= CBU-55 =

Thermobaric cluster bomb used by the US

The CBU-55 was a cluster bomb fuel–air explosive that was developed during the Vietnam War by the United States Air Force, and was used only infrequently in that conflict. Unlike most incendiaries, which contained napalm or phosphorus, the 750 lb CBU-55 was fueled primarily by propane. Described as "the most powerful non-nuclear weapon in the U.S. arsenal" until then, the device was one of the most powerful conventional weapons designed for warfare.

==Design==
The device had compartment with propane, and another compartment with explosive, designed to spread and ignite fuel.

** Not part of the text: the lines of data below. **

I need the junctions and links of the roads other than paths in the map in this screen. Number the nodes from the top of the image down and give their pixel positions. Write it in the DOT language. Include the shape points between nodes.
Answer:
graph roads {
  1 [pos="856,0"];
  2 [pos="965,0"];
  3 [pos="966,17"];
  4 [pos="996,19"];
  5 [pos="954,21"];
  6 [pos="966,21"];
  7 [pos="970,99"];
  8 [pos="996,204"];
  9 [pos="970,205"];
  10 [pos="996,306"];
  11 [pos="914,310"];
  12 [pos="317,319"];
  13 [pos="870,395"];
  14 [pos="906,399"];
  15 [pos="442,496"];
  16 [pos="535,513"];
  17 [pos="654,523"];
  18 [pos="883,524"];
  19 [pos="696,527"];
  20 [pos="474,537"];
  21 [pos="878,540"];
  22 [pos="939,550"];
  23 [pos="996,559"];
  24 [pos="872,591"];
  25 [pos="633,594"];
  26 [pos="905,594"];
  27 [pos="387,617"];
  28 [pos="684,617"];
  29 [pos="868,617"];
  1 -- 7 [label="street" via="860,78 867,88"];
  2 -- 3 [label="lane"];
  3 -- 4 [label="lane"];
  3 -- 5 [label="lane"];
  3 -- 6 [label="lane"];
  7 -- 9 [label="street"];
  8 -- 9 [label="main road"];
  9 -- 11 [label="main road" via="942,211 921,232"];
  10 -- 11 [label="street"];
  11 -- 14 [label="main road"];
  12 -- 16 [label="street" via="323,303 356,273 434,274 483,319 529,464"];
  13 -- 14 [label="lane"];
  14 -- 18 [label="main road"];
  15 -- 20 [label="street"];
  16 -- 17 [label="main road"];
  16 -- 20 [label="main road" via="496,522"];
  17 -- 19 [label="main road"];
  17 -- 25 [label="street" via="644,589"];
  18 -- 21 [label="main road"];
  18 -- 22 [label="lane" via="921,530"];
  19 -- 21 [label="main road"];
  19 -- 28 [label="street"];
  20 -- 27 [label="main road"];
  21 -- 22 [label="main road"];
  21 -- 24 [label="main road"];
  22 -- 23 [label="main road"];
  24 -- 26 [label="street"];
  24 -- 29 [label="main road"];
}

The CBU-55 had two variations. The CBU-55/B consisted of 3 BLU-73A/B fuel-air explosive sub-munitions in a SUU-49/B Tactical Munitions Dispenser, and the CBU-55A/B had 3 BLU-73A/B sub-munitions in a SUU-49A/B dispenser). The SUU-49/B dispenser could be carried only by helicopters or low-speed aircraft, whereas the SUU-49A/B was redesigned with a strongback and folding tailfins, so that they could also be delivered by high-speed aircraft as well.

==History==
The first generation of the CBU-55 was used during the Vietnam War, but only in a test mode by US forces. In 1971, a team from the Air Force Weapons Center at Eglin Air Force Base brought test versions of the CBU-55 to Southeast Asia for testing on two lower speed attack aircraft, the A-37 and the A-1. In late 1971, the team worked with the 604th Special Operations Squadron A-37 pilots at Bien Hoa Air Base to fly a handful of combat test missions. In December of that year, that same team came to Nahkon Phanom Royal Thai Air Base (NKP) to do the same tests with the 1st Special Operation Squadron, flying the A-1. On Nov 6th, Dec 2nd, 5th, and 8th, four two ship A-1 sorties were flown, carrying four each of the CBU-55.
The NKP test project officer and flight lead for these three missions, Capt. Randy Jayne, helped the Eglin team write up the test results, which were overall not positive. The unusual deployment sequence for the three propane canisters, and the fact that they fell under small parachutes highly susceptible to significant wind drift, made delivery accuracy and aircraft survivability (when releasing low enough to minimize that wind drift) questionable. Also, the very high drag characteristics of the CBU-55 canister, with its flat back end, severely limited the A-1's ability to carry other bombs, rockets, and CBU, a further negative issue. In February/March 1972 US Navy Light Attack Squadron 4 (VAL-4) based at Can Tho delivered several sorties with the OV-10 Bronco, in support of US Army and ARVN joint operations north of the Mekong River. The ordnance was considered experimental, and teams of pathologists were flown to the drop sites to examine weapon effects on enemy remains.

Although the Air Force chose, based on the Bien Hoa and NKP tests, not to deploy the weapon to the two combat units in-theater, an inventory of the canisters was kept. By April 21, 1975, South Vietnam had largely been conquered by the People's Army of Vietnam (PAVN). Earlier in the month, a single CBU-55 had been flown to Bien Hoa. The senior US military officer in Vietnam, Major General Homer D. Smith, cleared the way for the Saigon government to use the weapon against the PAVN. An RVNAF C-130 transport plane circled Xuan Loc at 20000 ft, then dropped the bomb. The contents exploded in a fireball over a 4 acre area. Experts estimated that 250 soldiers had been killed, primarily by the immediate depletion of oxygen rather than from burns. The CBU-55 was never used again in the war, and South Vietnam's government surrendered on April 30.

A second generation of the CBU-55 (and CBU-72) fuel-air weapons entered the United States military arsenal after the Vietnam War, and were used by the United States in Iraq during Operation Desert Storm.